Suddenly I’m craving grapefruit and apples. Peaches and watermelon seem like afterthoughts. In the garden, potatoes wait to be dug, and pumpkins have grown fat.
It’s Tuesday and my throat hurts and I want to curl up and make time stand still so that I can catch up with myself. I lie in the grass after Bean goes indoors with DH. The evening sun is falling towards me. The grass is cold. I can here an owl, the baaing of sheep, the twitter of birds. The geese settle in next to me, preening. They nibble at my hair. I try to let myself sink down into the moment, noticing. Noticing layer upon layer of sound, of smell, of light, of hue.
Then they’re at the doorway wanting me for dinner, and I go.
One of those days /
This morning, racing to the toilet in an attempt to avoid vomiting all over the floor, I ended up smacking myself in the face with the toilet seat cover. Hard enough to bruise myself.
Crying + vomit. What could be better? Sigh.
finding my way back... /
I can't say why or when I stopped. Just did, and then the weeks became months, and my soul was elsewhere. Maybe with words on the page? In any case, it felt good to slip back into paint and glue and ink and graphite, making something without editing; the inexact phrase of the image.
What have you left off or forgotten or taken a break from?
Some of where I've been... /
I'm not gone... /
... Just taking a break. So much to tell you about. I'll be back by the end of the week (if not before.)
xoxo!
big skies /
Big skies. Scarlet Gilia and Indian Paintbrush. Writing. It's where I'll be all week.
Friday :: /
* An iced decaf latte tasted good today. This is miraculous.
* Bought orchids for my new studio space (we're shuffeling rooms, repainting, etc.)
* My pants no longer fit, but I'm not really showing. In other words, I look chubby around my middle. So attractive. It's all about the bella band now.
* Am excited to watch the Olympics tonight. They always get me motivated to do sports and to take better care of myself. Ironically--last time I was watching the summer Olympics, Bean was in my tummy.
* Bean used the words "actually" and "absolutely" in the same sentence today. It made me giggle. Now he's digging gravel on the driveway with the geese looking on.

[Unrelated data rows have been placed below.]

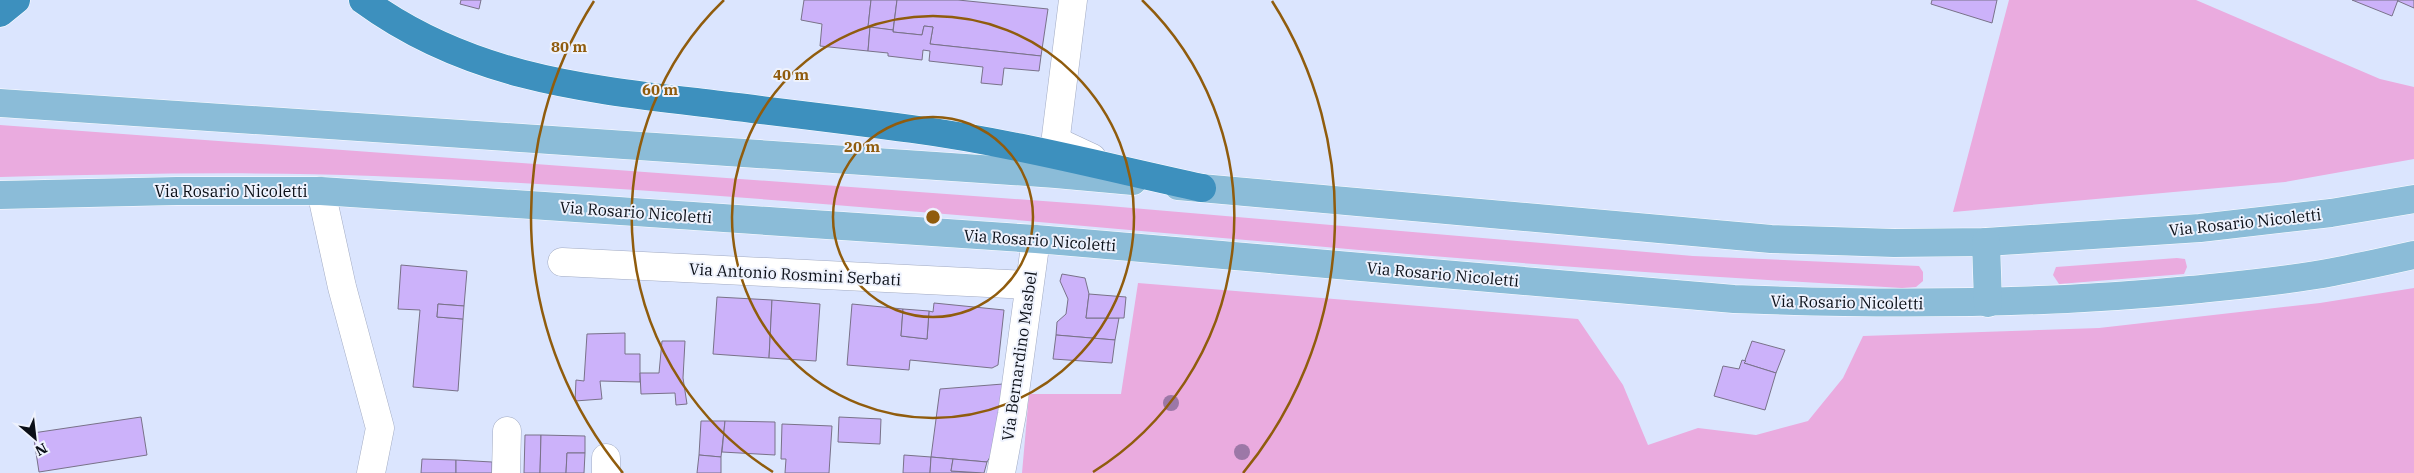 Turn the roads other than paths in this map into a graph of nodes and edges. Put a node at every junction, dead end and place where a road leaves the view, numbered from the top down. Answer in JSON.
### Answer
{"nodes":[{"id":1,"x":16,"y":0,"type":"edge"},
{"id":2,"x":363,"y":0,"type":"edge"},
{"id":3,"x":1073,"y":0,"type":"edge"},
{"id":4,"x":0,"y":13,"type":"edge"},
{"id":5,"x":0,"y":102,"type":"edge"},
{"id":6,"x":1131,"y":172,"type":"junction"},
{"id":7,"x":1202,"y":188,"type":"junction"},
{"id":8,"x":321,"y":191,"type":"junction"},
{"id":9,"x":0,"y":195,"type":"edge"},
{"id":10,"x":2414,"y":199,"type":"edge"},
{"id":11,"x":1036,"y":239,"type":"junction"},
{"id":12,"x":1986,"y":242,"type":"junction"},
{"id":13,"x":2414,"y":255,"type":"edge"},
{"id":14,"x":562,"y":262,"type":"dead end"},
{"id":15,"x":1028,"y":285,"type":"junction"},
{"id":16,"x":1988,"y":303,"type":"junction"},
{"id":17,"x":507,"y":431,"type":"dead end"},
{"id":18,"x":371,"y":473,"type":"edge"},
{"id":19,"x":506,"y":473,"type":"edge"},
{"id":20,"x":1001,"y":473,"type":"edge"}],
"edges":[{"from":1,"to":4,"type":"highway"},
{"from":2,"to":6,"type":"highway"},
{"from":3,"to":6,"type":"street"},
{"from":5,"to":7,"type":"main road","name":"Via Rosario Nicoletti"},
{"from":6,"to":7,"type":"highway"},
{"from":7,"to":12,"type":"main road","name":"Via Rosario Nicoletti"},
{"from":8,"to":9,"type":"main road","name":"Via Rosario Nicoletti"},
{"from":8,"to":11,"type":"main road","name":"Via Rosario Nicoletti"},
{"from":8,"to":18,"type":"street"},
{"from":10,"to":12,"type":"main road","name":"Via Rosario Nicoletti"},
{"from":11,"to":15,"type":"street","name":"Via Bernardino Masbel"},
{"from":11,"to":16,"type":"main road","name":"Via Rosario Nicoletti"},
{"from":12,"to":16,"type":"main road"},
{"from":13,"to":16,"type":"main road","name":"Via Rosario Nicoletti"},
{"from":14,"to":15,"type":"street","name":"Via Antonio Rosmini Serbati"},
{"from":15,"to":20,"type":"street","name":"Via Bernardino Masbel"},
{"from":17,"to":19,"type":"street"}]}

* I've decided all the little things matter. In a year from now I'll forget what being pregnant was like. For the next little while, I'll be focusing on minutia :) and perhaps starting to draw every day objects again. It's somehow very grounding to bring my attention back to the little things. To take notice of food, small moments, errands, conversations.
Wednesday :: /
I felt reasonable today, and as a result accomplished seven times what I have been typically accomplishing every day. As in: completed & turned in 2 manuscripts, finished an article, and completely set my classroom up. That last part took me almost the whole day. My back is rediculously sore from pushing metal desks and bookshelves around. I snagged to boys on custodial duty to move the really heavy stuff, but the rest I did myself. It's too hard to try and visualize classroom feng shui with two teenage boys gawking about.
While I was sorting books rainclouds gathered. Suddenly it was ominously black out my window. Then the rain came pelting down in sheets. The smell of ozone came through the open windows, and then a crack of thunder so close I jumped. On the way home I passed the tree the lightening had hit. A huge branch had cleaved off an old maple--and had wrapped itself entirely around an electrical line. One thing New England weather isn't is boring.
Also: Bean just went and got his shoes and then left the house with his guitar (an old beaten up acoustic guitar we've had around forever) saying "I'm leaving to go to a concert so I won't be able to go to bed tonight. The concert will be really really long and I'll be out really late."
I have absolutely no idea where he got that idea.